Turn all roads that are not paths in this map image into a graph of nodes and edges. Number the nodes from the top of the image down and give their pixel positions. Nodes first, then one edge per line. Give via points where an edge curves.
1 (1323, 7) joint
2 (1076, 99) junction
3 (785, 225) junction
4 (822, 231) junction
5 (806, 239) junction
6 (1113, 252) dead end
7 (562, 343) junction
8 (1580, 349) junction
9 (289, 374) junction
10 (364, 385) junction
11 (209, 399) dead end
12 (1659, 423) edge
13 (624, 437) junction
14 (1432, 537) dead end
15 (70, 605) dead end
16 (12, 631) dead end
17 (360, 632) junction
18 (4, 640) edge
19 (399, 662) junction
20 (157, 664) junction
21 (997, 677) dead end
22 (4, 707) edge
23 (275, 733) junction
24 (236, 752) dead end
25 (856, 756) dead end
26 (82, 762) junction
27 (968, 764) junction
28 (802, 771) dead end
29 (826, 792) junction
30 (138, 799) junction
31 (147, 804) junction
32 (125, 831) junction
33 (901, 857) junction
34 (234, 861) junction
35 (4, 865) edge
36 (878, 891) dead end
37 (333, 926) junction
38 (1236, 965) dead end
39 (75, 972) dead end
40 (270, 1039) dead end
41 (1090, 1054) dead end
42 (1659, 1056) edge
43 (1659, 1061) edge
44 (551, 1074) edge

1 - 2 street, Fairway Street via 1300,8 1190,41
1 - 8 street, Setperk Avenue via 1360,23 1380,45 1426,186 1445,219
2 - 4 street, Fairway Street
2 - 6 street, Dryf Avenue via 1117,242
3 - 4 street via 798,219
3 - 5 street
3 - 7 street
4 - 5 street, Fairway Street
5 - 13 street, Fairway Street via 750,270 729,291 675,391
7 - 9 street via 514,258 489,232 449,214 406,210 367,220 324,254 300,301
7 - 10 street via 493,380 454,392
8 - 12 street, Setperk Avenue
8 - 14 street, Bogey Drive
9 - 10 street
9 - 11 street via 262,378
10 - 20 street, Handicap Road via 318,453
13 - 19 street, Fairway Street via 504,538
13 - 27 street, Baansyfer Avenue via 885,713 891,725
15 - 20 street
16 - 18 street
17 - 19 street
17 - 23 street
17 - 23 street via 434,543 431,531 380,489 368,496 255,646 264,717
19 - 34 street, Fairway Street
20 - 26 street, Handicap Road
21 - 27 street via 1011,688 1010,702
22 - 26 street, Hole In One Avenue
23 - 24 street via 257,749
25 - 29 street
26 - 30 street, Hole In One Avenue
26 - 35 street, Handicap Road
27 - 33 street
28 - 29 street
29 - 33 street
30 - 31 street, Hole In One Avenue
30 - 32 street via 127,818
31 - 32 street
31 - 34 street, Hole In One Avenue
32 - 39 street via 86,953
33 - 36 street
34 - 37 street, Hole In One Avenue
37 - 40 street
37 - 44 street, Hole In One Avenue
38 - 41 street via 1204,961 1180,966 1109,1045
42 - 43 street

◆ ◆ ◆ ◆

• [EXERCISE BRIEF]
Please say how many lines in the records above contain the word "Handicap", and give only that number.

• [RESULT OF THIS TASK]
3